Wednesday, October 19, 2011

Intimacy and "All Good Things"

Recently, as my roommates and I were trying to decide on a movie to rent for our weekly movie night, we ran across a movie entitled "All Good Things". The movie was inspired by a true event, and this particular aspect, as well as the fact that Ryan Gosling was the lead actor, led us to rent it.

The movie is inspired by the life of Millionaire Robert Durst , and the mystery surrounding the disappearance of his wife, Kathleen Durst, the suspicious murder of his friend Susan Berman and his involvement with the death of his neighbor, Morris Black. The movie alludes to how these events might have happened and the guiltiness of Mr. Durst. Nevertheless, in real life Mr. Durst was never found guilty for anything, and was acquitted from the potential murder accusations regarding his neighbor, being let off on the basis of self defense.

After watching the movie, I was left with a clear image of how deceitful relationships can be, and how easily we are lead to believe lies about others and ourselves, blinded from the truth and then hurt by the very truth we had been avoiding. The relationship between the main characters, which in the movie are portrayed as David and Katie Marks, is one full of deceit, lies, false images, and a harsh realization of the truth.
This fact directed me back to our previous class discussion in which we mentioned the relational and intimacy rupture that occurred when sin came between, not only humans’ and God, but between man and woman. The divide that sin caused between this later relationship, that was created to portray the perfect image of the God Head relation, produced a crack between the intimacy that was supposed to be found in all three aspects: physical, emotional, and spiritual.
Sin came to deceive and create shame, turn perfection into imperfection, and distort the image we have about each other. In the movie David Marks (Ryan Gosling) sums this idea up in a conversation with his wife: “You make me out to be this person that you think that I am. I’m not this person!”

Man is still blinded by this sin and is lead to believe that the original pattern never changed, and that man and woman can create a perfect relationship and can create deep and balanced intimacy within all three aspects, without a fail. Even Christians are lead to believe this very same lie, as they think that God will restore all this once they enter into the union of marriage. Nevertheless, they forget that if God cannot restore the intimacy between us and Himself while on this earth, due to the presence of sin, then He cannot do the same thing within the man and woman relation because of sin. Until sin is completely removed from the equation, a perfect intimacy will never take place.

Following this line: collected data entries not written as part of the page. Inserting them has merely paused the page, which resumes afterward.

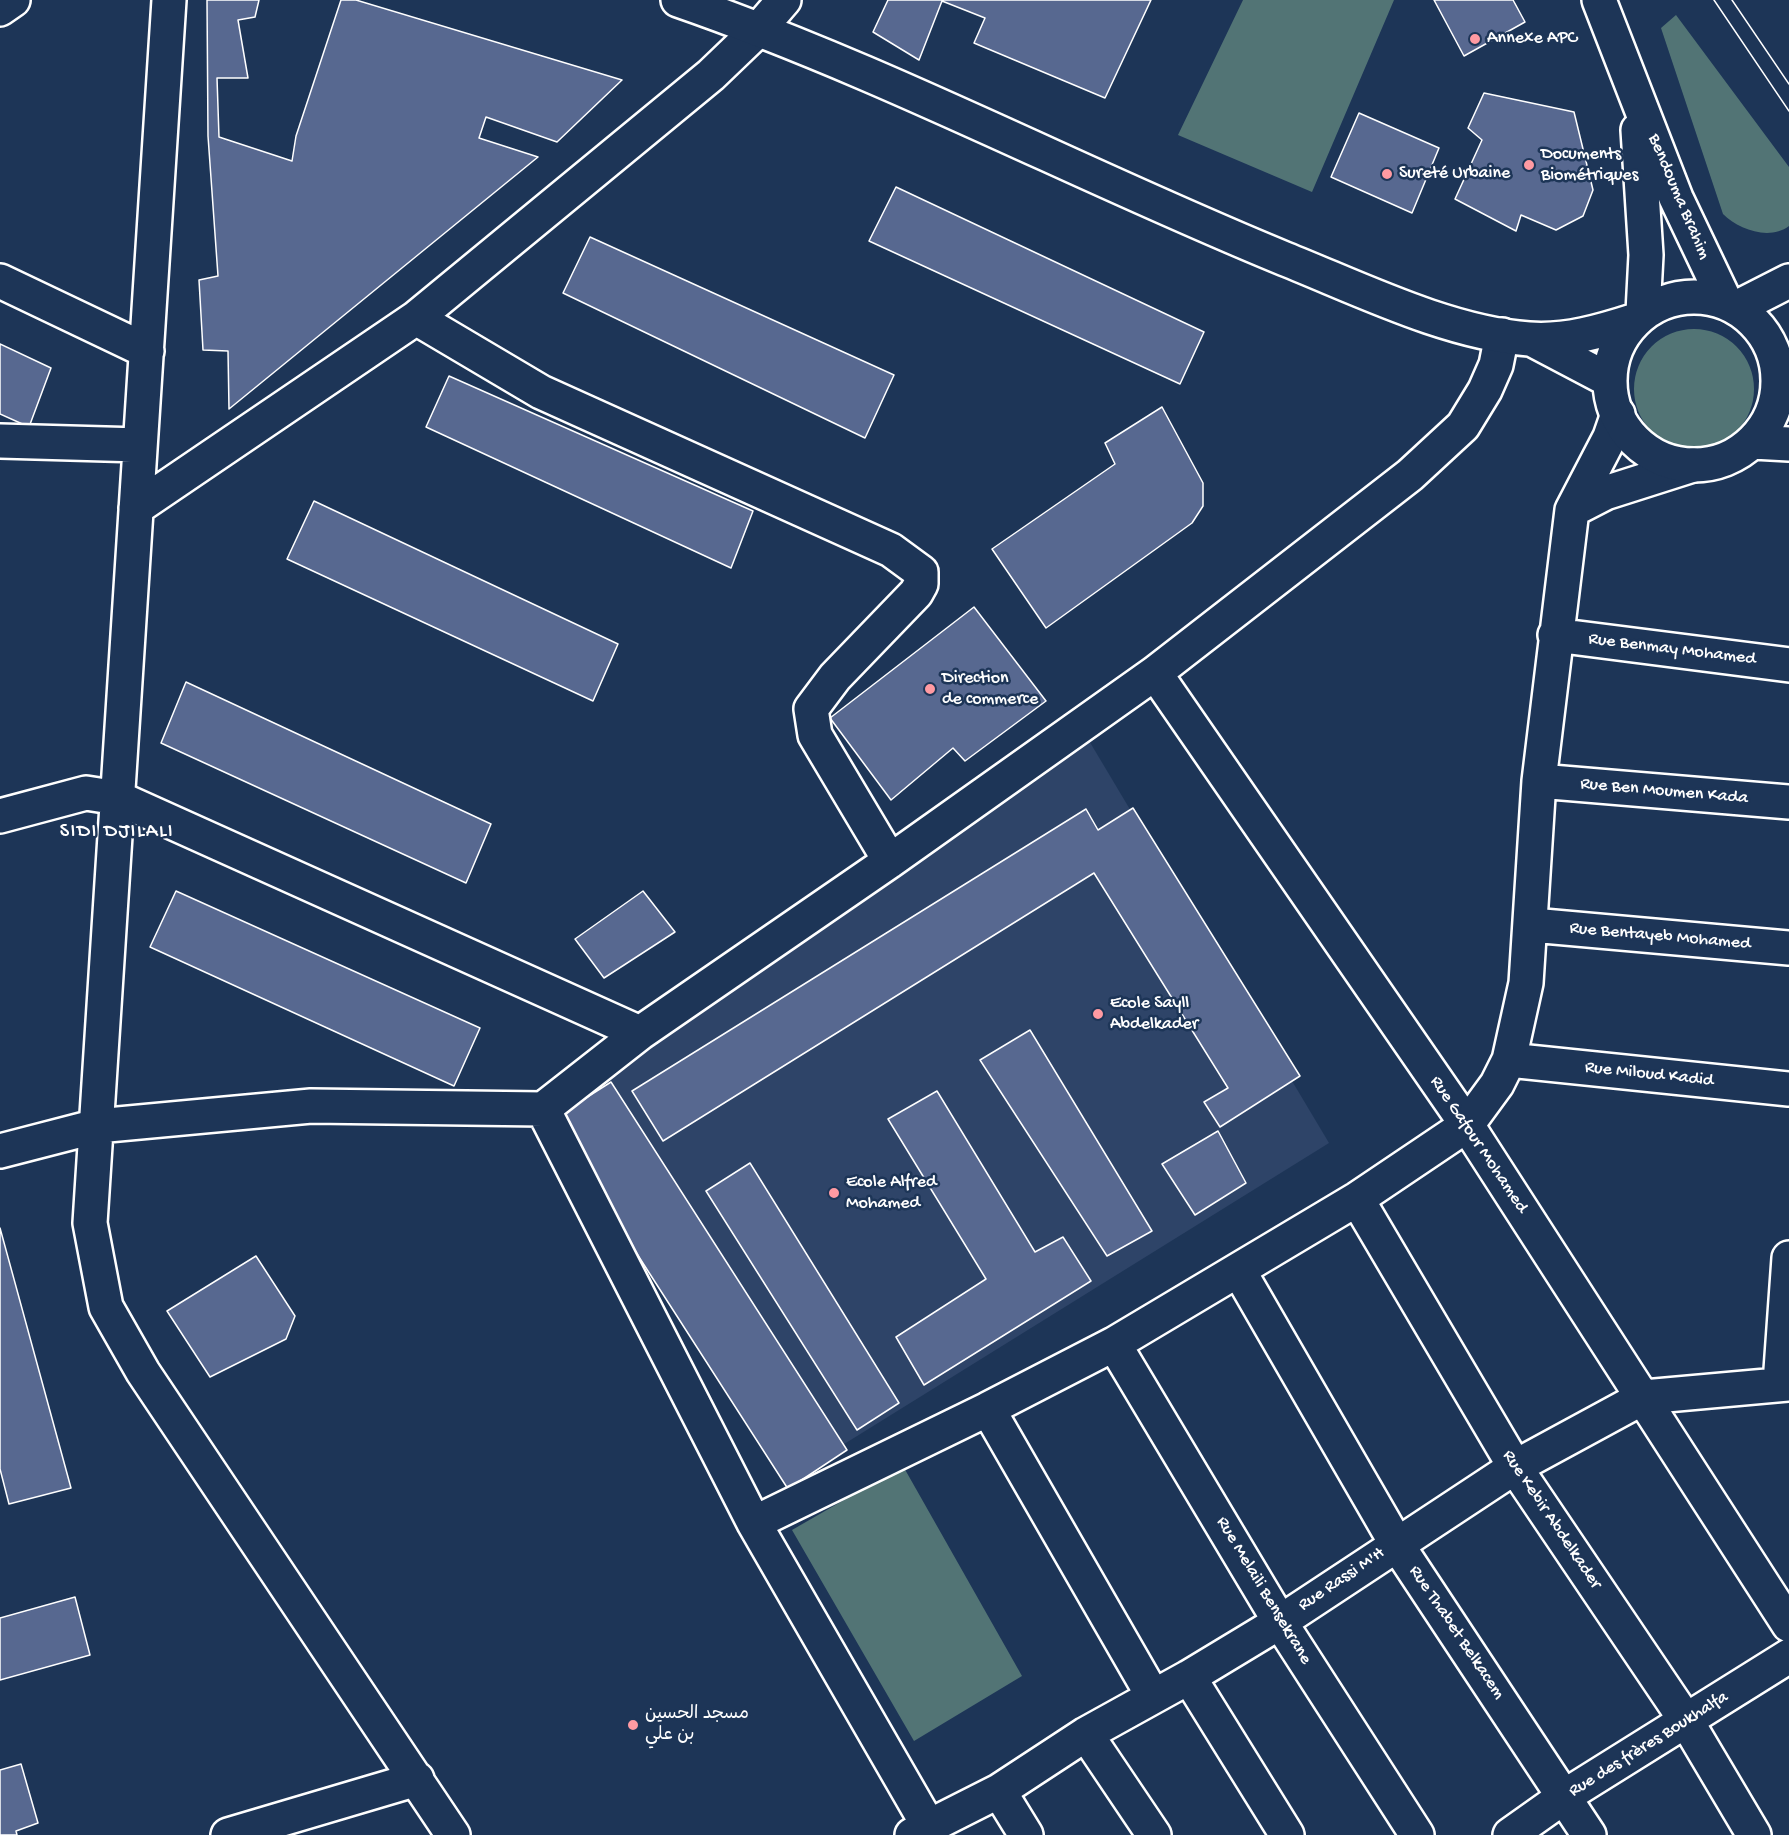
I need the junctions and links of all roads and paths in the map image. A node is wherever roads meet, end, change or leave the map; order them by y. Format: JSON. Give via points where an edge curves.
{"nodes":[{"id":1,"x":13,"y":0,"type":"edge"},
{"id":2,"x":169,"y":0,"type":"edge"},
{"id":3,"x":678,"y":0,"type":"edge"},
{"id":4,"x":784,"y":0,"type":"edge"},
{"id":5,"x":1599,"y":0,"type":"edge"},
{"id":6,"x":0,"y":9,"type":"edge"},
{"id":7,"x":760,"y":28,"type":"junction"},
{"id":8,"x":1635,"y":90,"type":"junction"},
{"id":9,"x":0,"y":281,"type":"edge"},
{"id":10,"x":1789,"y":281,"type":"edge"},
{"id":11,"x":1731,"y":305,"type":"junction"},
{"id":12,"x":1639,"y":316,"type":"junction"},
{"id":13,"x":416,"y":318,"type":"junction"},
{"id":14,"x":1789,"y":325,"type":"edge"},
{"id":15,"x":1517,"y":337,"type":"junction"},
{"id":16,"x":147,"y":351,"type":"junction"},
{"id":17,"x":1781,"y":373,"type":"edge"},
{"id":18,"x":1609,"y":380,"type":"junction"},
{"id":19,"x":1618,"y":414,"type":"junction"},
{"id":20,"x":0,"y":441,"type":"edge"},
{"id":21,"x":1753,"y":442,"type":"junction"},
{"id":22,"x":1789,"y":444,"type":"edge"},
{"id":23,"x":140,"y":445,"type":"junction"},
{"id":24,"x":1693,"y":465,"type":"junction"},
{"id":25,"x":136,"y":508,"type":"junction"},
{"id":26,"x":1572,"y":510,"type":"junction"},
{"id":27,"x":1555,"y":635,"type":"junction"},
{"id":28,"x":1789,"y":665,"type":"edge"},
{"id":29,"x":1155,"y":673,"type":"junction"},
{"id":30,"x":1539,"y":782,"type":"junction"},
{"id":31,"x":118,"y":798,"type":"junction"},
{"id":32,"x":1789,"y":802,"type":"edge"},
{"id":33,"x":0,"y":816,"type":"edge"},
{"id":34,"x":890,"y":861,"type":"junction"},
{"id":35,"x":1532,"y":925,"type":"junction"},
{"id":36,"x":1789,"y":948,"type":"edge"},
{"id":37,"x":640,"y":1033,"type":"junction"},
{"id":38,"x":1509,"y":1060,"type":"junction"},
{"id":39,"x":1789,"y":1089,"type":"edge"},
{"id":40,"x":543,"y":1109,"type":"junction"},
{"id":41,"x":1467,"y":1125,"type":"junction"},
{"id":42,"x":97,"y":1126,"type":"junction"},
{"id":43,"x":0,"y":1151,"type":"edge"},
{"id":44,"x":1357,"y":1199,"type":"junction"},
{"id":45,"x":1789,"y":1258,"type":"edge"},
{"id":46,"x":1239,"y":1271,"type":"junction"},
{"id":47,"x":1113,"y":1344,"type":"junction"},
{"id":48,"x":1785,"y":1384,"type":"edge"},
{"id":49,"x":1644,"y":1398,"type":"junction"},
{"id":50,"x":988,"y":1409,"type":"junction"},
{"id":51,"x":1515,"y":1467,"type":"junction"},
{"id":52,"x":754,"y":1523,"type":"junction"},
{"id":53,"x":1396,"y":1543,"type":"junction"},
{"id":54,"x":1281,"y":1622,"type":"junction"},
{"id":55,"x":1789,"y":1625,"type":"edge"},
{"id":56,"x":1789,"y":1656,"type":"edge"},
{"id":57,"x":1189,"y":1677,"type":"junction"},
{"id":58,"x":1152,"y":1696,"type":"junction"},
{"id":59,"x":1687,"y":1722,"type":"junction"},
{"id":60,"x":1086,"y":1734,"type":"junction"},
{"id":61,"x":417,"y":1779,"type":"junction"},
{"id":62,"x":999,"y":1791,"type":"junction"},
{"id":63,"x":1565,"y":1796,"type":"junction"},
{"id":64,"x":920,"y":1830,"type":"edge"},
{"id":65,"x":228,"y":1835,"type":"edge"},
{"id":66,"x":453,"y":1835,"type":"edge"},
{"id":67,"x":1026,"y":1835,"type":"edge"},
{"id":68,"x":1154,"y":1835,"type":"edge"},
{"id":69,"x":1287,"y":1835,"type":"edge"},
{"id":70,"x":1417,"y":1835,"type":"edge"},
{"id":71,"x":1510,"y":1835,"type":"edge"},
{"id":72,"x":1589,"y":1835,"type":"edge"},
{"id":73,"x":1754,"y":1835,"type":"edge"}],
"edges":[{"from":1,"to":6,"type":"street"},
{"from":2,"to":16,"type":"street"},
{"from":3,"to":7,"type":"street"},
{"from":4,"to":7,"type":"street"},
{"from":5,"to":8,"type":"street","name":"Bendouma Brahim"},
{"from":7,"to":13,"type":"street","via":[[711,75]]},
{"from":7,"to":15,"type":"street","via":[[1221,233],[1425,315]]},
{"from":8,"to":11,"type":"street","name":"Bendouma Brahim","via":[[1676,198]]},
{"from":8,"to":12,"type":"street","name":"Bendouma Brahim","via":[[1646,255]]},
{"from":9,"to":16,"type":"street"},
{"from":10,"to":11,"type":"street"},
{"from":11,"to":12,"type":"street","via":[[1711,299],[1678,298]]},
{"from":11,"to":17,"type":"street","via":[[1764,333]]},
{"from":12,"to":15,"type":"street","via":[[1601,331]]},
{"from":12,"to":18,"type":"street","via":[[1622,338]]},
{"from":13,"to":25,"type":"street"},
{"from":13,"to":34,"type":"street","via":[[541,392],[891,550],[921,572],[916,593],[835,676],[811,709],[814,735]]},
{"from":14,"to":17,"type":"street"},
{"from":15,"to":18,"type":"street","via":[[1567,356]]},
{"from":15,"to":29,"type":"street","via":[[1463,426],[1410,475]]},
{"from":16,"to":23,"type":"street"},
{"from":17,"to":21,"type":"street","via":[[1772,412]]},
{"from":18,"to":19,"type":"street"},
{"from":19,"to":24,"type":"street","via":[[1625,429],[1643,448],[1667,460]]},
{"from":19,"to":26,"type":"street"},
{"from":20,"to":23,"type":"street"},
{"from":21,"to":22,"type":"street"},
{"from":21,"to":24,"type":"street","via":[[1715,463]]},
{"from":23,"to":25,"type":"street"},
{"from":24,"to":26,"type":"street","via":[[1605,493]]},
{"from":25,"to":31,"type":"street"},
{"from":26,"to":27,"type":"street"},
{"from":27,"to":28,"type":"street","name":"Rue Benmay Mohamed"},
{"from":27,"to":30,"type":"street"},
{"from":29,"to":34,"type":"street"},
{"from":29,"to":41,"type":"street","name":"Rue Gafour Mohamed"},
{"from":30,"to":32,"type":"street","name":"Rue Ben Moumen Kada"},
{"from":30,"to":35,"type":"street"},
{"from":31,"to":33,"type":"street","via":[[86,793]]},
{"from":31,"to":37,"type":"street"},
{"from":31,"to":42,"type":"street"},
{"from":34,"to":37,"type":"street"},
{"from":35,"to":36,"type":"street","name":"Rue Bentayeb Mohamed"},
{"from":35,"to":38,"type":"street","via":[[1526,984]]},
{"from":37,"to":40,"type":"street"},
{"from":38,"to":39,"type":"street","name":"Rue Miloud Kadid"},
{"from":38,"to":41,"type":"street"},
{"from":40,"to":42,"type":"street","via":[[311,1106]]},
{"from":40,"to":52,"type":"street"},
{"from":41,"to":44,"type":"street"},
{"from":41,"to":49,"type":"street","name":"Rue Gafour Mohamed"},
{"from":42,"to":43,"type":"street"},
{"from":42,"to":61,"type":"street","via":[[90,1223],[106,1307],[144,1372]]},
{"from":44,"to":46,"type":"street"},
{"from":44,"to":51,"type":"street","name":"Rue Kebir Abdelkader"},
{"from":45,"to":48,"type":"street"},
{"from":46,"to":47,"type":"street"},
{"from":46,"to":53,"type":"street","name":"Rue Thabet Belkacem"},
{"from":47,"to":50,"type":"street"},
{"from":47,"to":54,"type":"street","name":"Rue Melaili Bensekrane"},
{"from":48,"to":49,"type":"street","name":"Rue Rassi M'H"},
{"from":49,"to":51,"type":"street","name":"Rue Rassi M'H"},
{"from":49,"to":55,"type":"street","name":"Rue Gafour Mohamed"},
{"from":50,"to":52,"type":"street"},
{"from":50,"to":58,"type":"street"},
{"from":51,"to":53,"type":"street","name":"Rue Rassi M'H"},
{"from":51,"to":59,"type":"street","name":"Rue Kebir Abdelkader"},
{"from":52,"to":64,"type":"street"},
{"from":53,"to":54,"type":"street","name":"Rue Rassi M'H"},
{"from":53,"to":63,"type":"street","name":"Rue Thabet Belkacem"},
{"from":54,"to":57,"type":"street","name":"Rue Rassi M'H"},
{"from":54,"to":70,"type":"street","name":"Rue Melaili Bensekrane"},
{"from":56,"to":59,"type":"street","name":"Rue des frères Boukhalfa"},
{"from":57,"to":58,"type":"street","name":"Rue Rassi M'H"},
{"from":57,"to":69,"type":"street"},
{"from":58,"to":60,"type":"street","name":"Rue Rassi M'H"},
{"from":59,"to":63,"type":"street","name":"Rue des frères Boukhalfa"},
{"from":59,"to":73,"type":"street","name":"Rue Kebir Abdelkader"},
{"from":60,"to":62,"type":"street","name":"Rue Rassi M'H"},
{"from":60,"to":68,"type":"street"},
{"from":61,"to":65,"type":"street"},
{"from":61,"to":66,"type":"street"},
{"from":62,"to":64,"type":"street","name":"Rue Rassi M'H"},
{"from":62,"to":67,"type":"street"},
{"from":63,"to":71,"type":"street","name":"Rue des frères Boukhalfa"},
{"from":63,"to":72,"type":"street","name":"Rue Thabet Belkacem"}]}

If you take a look at the movie trailer you will understand the constant lies that this couple was lead to believe about each other, and where their beliefs led them. At one point in the movie and the trailer, Katie Marks (Kirsten Dunst) states the following: “I’ve never been closer to any one and I don’t know you at all.” That sums up the results of this broken intimacy that cannot be perfectly restored; we can always strive, but never fully achieve it. But an awareness of a truthful constant investment that we must have in all the three aspects of intimacy (Physical, Emotional and Spiritual), within a marriage relationship, will prevent us from living a life full of lies and un-fulfillment.


  1. Reading your post certainly makes me consider much of what Dr. Corsini has been discussing recently in class. If we, as Christian counselors are going to be able to have the fullest impact in our clients lives, it will certainly have to include the immaterial part of their person. Ultimately our mission as Christian counselors is to help clients move beyond the lies and deceptions that has caused brokenness in their lives, and help lead them to discover that true healing can only take place as they develop a personal relationship with Christ, and become more like Him, the "blueprint" of who they were intended to be.

  2. I couldn't agree more with your post. As it is with our relationship with God, our relationships with our spouses, or significant others, requires intentional work. We will not always show our spouses that we love them and want to uphold the vows that we made just as we will not always show our love and devotion to God but with His help, we can make the decision to pursue that love and devotion.